Long before a mobile injection site is approved by Health Canada, Kelowna will see a rolling outreach unit open its doors to drug users.
“We will move ahead with establishing mobile units to provide other types of services, such as outreach, opiate agonist therapy, primary care nursing and wound care,” said Dr. Trevor Corneil, chief medical officer with Interior Health, explaining that these services do not need to be sanctioned by the feds.
“Those types of things will prepare us well for when an approval is granted by Health Canada.”
The mobile outreach units will roll out in the next eight to 12 weeks and look like the RVs Canada Blood Services use. What’s different, however, is how they will be operated.
“We are working very hard to put together the specifications and clinical safety requirements for staff and users so we can add to the prevention services we have,” Corneil said.
The health authority will also be working with community groups to find out where the best place to park may be once supervised consumption services are part of what’s offered.
“We would like to have overdose prevention services in a mobile format up and going in eight to 12 weeks in addition to the fixed sites we have,” he said. “We will be layering that into the services we have and in some cases replacing services where there haven’t been the uptake we want.”
Corneil said the supervised injection sites aren’t as important as outreach services, though the latter will be appreciated once given the go-ahead.
Having worked at a supervised injection site in Vancouver, Corneil said that the experience is much different than what many may imagine.
“People who are struggling to deal with their withdrawal often are looking for the fastest way to inject,” said Corneil.
With some cases that means they’re going for the jugular vein in the neck.
“In those cases we could say, ‘hey, that’s probably not the best idea. How about you inject elsewhere, or use smaller amounts to find out what is in the drug to see what impact it has on you?’”
Once they’re high, the wait is five to 10 minutes and the health provider enters the educational portion of the visit.
“We have found they have helped people use in a safer way, decreased the amount they use and also start to engage in safer-use behaviours, which extend into social networks,” he said, adding that’s the hook into therapeutic treatment.
Outreach is just one of many tools being applied to the overdose death crisis.
Fentanyl caused 914 overdose deaths in B.C. last year —48 of which were in Kelowna — which is almost 80 per cent higher than the 510 deaths recorded by the provincial coroner in 2015.
In addition to outreach services and more treatment options, Corneil said that pharmacare for the opioid replacement drug sabaxone has been helpful.

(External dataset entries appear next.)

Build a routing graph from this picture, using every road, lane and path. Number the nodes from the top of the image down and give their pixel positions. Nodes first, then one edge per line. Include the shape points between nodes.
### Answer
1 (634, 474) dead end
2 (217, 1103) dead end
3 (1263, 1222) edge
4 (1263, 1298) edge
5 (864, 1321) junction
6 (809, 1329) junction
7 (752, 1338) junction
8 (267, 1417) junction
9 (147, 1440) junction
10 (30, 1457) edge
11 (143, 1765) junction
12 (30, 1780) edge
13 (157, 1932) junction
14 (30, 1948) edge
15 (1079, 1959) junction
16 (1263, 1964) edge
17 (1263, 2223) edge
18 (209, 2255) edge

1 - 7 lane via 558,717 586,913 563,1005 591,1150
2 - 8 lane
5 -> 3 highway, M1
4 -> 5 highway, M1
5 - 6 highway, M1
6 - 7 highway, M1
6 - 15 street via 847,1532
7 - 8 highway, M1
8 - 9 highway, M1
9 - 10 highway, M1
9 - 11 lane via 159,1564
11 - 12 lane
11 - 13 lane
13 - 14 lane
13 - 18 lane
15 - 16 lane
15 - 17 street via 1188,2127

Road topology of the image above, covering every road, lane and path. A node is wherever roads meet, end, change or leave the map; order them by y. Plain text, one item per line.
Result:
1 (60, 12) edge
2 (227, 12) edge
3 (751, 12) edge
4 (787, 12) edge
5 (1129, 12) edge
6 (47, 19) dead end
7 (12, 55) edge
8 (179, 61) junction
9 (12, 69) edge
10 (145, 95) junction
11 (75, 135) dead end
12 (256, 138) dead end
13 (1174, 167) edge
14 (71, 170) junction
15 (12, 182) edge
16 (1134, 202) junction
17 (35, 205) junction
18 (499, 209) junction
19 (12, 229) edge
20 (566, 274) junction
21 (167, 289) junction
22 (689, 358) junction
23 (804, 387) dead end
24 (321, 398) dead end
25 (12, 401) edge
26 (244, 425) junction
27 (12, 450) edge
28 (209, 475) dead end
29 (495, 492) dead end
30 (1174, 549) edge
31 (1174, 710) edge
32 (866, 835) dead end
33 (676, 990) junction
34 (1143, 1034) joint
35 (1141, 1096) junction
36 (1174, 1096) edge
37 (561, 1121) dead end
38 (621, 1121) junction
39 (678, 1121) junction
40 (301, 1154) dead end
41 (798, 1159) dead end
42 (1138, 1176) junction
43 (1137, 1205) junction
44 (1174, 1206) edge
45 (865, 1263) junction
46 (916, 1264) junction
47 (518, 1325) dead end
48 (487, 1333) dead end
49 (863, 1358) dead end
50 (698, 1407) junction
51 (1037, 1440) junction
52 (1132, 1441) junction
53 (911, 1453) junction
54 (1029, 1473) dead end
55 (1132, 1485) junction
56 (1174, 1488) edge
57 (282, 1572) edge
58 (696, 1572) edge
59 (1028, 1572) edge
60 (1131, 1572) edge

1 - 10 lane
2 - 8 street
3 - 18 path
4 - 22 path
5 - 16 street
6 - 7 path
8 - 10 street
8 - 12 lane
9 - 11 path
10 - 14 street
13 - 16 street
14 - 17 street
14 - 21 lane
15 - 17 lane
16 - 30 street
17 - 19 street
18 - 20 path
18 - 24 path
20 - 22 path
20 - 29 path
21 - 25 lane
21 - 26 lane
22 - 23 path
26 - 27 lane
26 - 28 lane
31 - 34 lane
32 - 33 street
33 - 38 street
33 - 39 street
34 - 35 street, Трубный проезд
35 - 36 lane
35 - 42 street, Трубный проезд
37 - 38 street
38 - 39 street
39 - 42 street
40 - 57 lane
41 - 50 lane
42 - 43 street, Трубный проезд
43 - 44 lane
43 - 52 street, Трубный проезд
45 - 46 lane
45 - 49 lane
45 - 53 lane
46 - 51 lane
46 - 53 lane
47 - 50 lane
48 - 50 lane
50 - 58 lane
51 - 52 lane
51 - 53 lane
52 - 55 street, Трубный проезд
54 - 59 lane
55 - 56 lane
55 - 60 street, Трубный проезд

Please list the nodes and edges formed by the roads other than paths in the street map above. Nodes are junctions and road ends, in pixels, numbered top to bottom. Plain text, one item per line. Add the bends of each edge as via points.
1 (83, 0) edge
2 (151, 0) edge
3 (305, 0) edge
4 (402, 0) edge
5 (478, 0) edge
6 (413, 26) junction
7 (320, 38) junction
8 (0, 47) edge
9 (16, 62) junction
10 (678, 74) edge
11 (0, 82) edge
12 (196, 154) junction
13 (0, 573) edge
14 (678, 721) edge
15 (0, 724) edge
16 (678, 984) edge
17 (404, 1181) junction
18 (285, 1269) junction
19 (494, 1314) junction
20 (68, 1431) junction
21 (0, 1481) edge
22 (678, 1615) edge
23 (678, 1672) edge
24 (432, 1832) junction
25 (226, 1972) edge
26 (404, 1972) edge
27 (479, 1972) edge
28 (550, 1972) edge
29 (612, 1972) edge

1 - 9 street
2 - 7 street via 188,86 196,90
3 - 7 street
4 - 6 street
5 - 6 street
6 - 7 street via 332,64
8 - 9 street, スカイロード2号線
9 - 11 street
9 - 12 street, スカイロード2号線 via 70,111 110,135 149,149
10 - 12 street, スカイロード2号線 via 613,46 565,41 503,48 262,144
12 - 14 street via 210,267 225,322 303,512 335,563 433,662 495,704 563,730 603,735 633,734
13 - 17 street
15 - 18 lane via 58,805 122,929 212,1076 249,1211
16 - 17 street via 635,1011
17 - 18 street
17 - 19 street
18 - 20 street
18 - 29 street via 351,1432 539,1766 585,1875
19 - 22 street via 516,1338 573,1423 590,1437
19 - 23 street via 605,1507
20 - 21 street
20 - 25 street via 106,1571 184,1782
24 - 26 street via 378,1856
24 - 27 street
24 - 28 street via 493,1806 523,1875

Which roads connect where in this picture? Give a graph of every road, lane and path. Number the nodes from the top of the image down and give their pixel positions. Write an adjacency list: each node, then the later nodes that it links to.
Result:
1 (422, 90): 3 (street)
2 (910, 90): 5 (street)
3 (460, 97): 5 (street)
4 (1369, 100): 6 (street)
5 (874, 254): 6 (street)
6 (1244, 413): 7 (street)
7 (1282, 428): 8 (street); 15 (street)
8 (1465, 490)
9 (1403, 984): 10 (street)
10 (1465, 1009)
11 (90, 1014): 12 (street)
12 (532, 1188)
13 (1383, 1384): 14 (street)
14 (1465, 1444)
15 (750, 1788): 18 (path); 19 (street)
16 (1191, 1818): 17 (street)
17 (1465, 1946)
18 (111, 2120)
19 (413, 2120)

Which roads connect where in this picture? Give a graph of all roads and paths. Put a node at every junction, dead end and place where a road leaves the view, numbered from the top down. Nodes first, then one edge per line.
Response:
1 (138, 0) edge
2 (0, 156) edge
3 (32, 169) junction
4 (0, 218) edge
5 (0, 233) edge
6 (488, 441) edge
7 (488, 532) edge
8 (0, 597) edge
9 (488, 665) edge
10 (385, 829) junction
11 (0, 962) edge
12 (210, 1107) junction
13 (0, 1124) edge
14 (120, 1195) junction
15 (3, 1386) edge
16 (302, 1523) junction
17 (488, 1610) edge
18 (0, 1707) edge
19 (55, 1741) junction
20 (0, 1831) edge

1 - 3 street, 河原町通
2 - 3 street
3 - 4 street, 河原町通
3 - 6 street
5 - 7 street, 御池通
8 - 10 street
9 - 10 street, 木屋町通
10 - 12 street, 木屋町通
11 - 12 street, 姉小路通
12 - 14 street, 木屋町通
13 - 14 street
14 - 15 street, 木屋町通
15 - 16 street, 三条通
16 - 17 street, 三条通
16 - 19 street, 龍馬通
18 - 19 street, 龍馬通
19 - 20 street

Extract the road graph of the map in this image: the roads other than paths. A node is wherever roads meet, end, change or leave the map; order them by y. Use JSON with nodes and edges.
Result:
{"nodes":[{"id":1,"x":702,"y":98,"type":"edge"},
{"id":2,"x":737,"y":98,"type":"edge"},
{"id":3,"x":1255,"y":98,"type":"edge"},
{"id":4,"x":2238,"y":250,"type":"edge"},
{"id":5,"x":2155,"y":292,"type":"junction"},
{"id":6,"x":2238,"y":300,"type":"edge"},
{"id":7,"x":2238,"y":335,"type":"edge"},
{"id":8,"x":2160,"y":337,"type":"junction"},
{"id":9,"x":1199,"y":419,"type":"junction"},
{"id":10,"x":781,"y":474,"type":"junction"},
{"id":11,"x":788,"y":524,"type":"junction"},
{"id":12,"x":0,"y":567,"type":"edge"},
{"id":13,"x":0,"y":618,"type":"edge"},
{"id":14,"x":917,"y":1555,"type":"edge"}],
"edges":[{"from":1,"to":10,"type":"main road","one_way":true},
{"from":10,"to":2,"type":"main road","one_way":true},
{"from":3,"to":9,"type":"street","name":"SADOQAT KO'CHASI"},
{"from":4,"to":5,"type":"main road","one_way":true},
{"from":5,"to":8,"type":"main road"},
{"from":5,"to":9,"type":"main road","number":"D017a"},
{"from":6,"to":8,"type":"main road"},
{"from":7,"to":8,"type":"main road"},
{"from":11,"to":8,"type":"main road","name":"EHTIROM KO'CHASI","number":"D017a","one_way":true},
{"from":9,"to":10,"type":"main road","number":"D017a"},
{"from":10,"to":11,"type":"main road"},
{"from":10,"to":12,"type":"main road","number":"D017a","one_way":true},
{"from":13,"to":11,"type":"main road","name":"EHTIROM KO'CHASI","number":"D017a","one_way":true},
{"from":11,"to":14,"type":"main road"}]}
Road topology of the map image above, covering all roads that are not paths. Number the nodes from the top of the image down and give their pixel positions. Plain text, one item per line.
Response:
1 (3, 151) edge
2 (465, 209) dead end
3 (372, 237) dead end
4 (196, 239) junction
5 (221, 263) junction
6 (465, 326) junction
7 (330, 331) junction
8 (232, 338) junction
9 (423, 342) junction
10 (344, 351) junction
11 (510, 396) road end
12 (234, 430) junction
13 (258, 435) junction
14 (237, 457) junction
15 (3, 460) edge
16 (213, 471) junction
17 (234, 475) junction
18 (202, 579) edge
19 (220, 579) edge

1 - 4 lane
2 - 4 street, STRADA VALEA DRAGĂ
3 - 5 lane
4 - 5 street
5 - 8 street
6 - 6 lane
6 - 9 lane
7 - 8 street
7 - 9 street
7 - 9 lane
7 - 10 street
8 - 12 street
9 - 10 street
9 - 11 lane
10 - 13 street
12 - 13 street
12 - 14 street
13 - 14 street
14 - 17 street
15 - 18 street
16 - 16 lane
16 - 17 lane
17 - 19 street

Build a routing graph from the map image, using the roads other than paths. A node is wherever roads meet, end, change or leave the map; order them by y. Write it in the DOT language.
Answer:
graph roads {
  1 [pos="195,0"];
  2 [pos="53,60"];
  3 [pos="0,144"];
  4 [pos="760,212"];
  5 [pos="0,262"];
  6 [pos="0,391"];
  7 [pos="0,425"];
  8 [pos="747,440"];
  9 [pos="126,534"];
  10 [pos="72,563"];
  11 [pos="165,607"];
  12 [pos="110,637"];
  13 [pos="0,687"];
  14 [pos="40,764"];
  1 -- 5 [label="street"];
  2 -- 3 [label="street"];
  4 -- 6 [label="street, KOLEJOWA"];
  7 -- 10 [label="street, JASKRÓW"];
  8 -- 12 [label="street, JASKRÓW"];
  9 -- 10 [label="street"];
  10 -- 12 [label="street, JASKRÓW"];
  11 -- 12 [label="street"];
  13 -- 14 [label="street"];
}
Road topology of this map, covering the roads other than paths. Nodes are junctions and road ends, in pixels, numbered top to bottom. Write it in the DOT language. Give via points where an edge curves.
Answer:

Provincial Health Officer Perry Kendall wants to take it one step further. Noting that fentanyl is killing people from all walks of life, he’s pushing the province to adopt a European-style drug treatment program that includes providing medicinal heroin to patients.
The European programs work, he said in a recent press conference, with evidence of reduced overdose deaths and stable lives for drug users.
Vancouver’s Crosstown Clinic is the only facility in North America that offers medicinal heroin.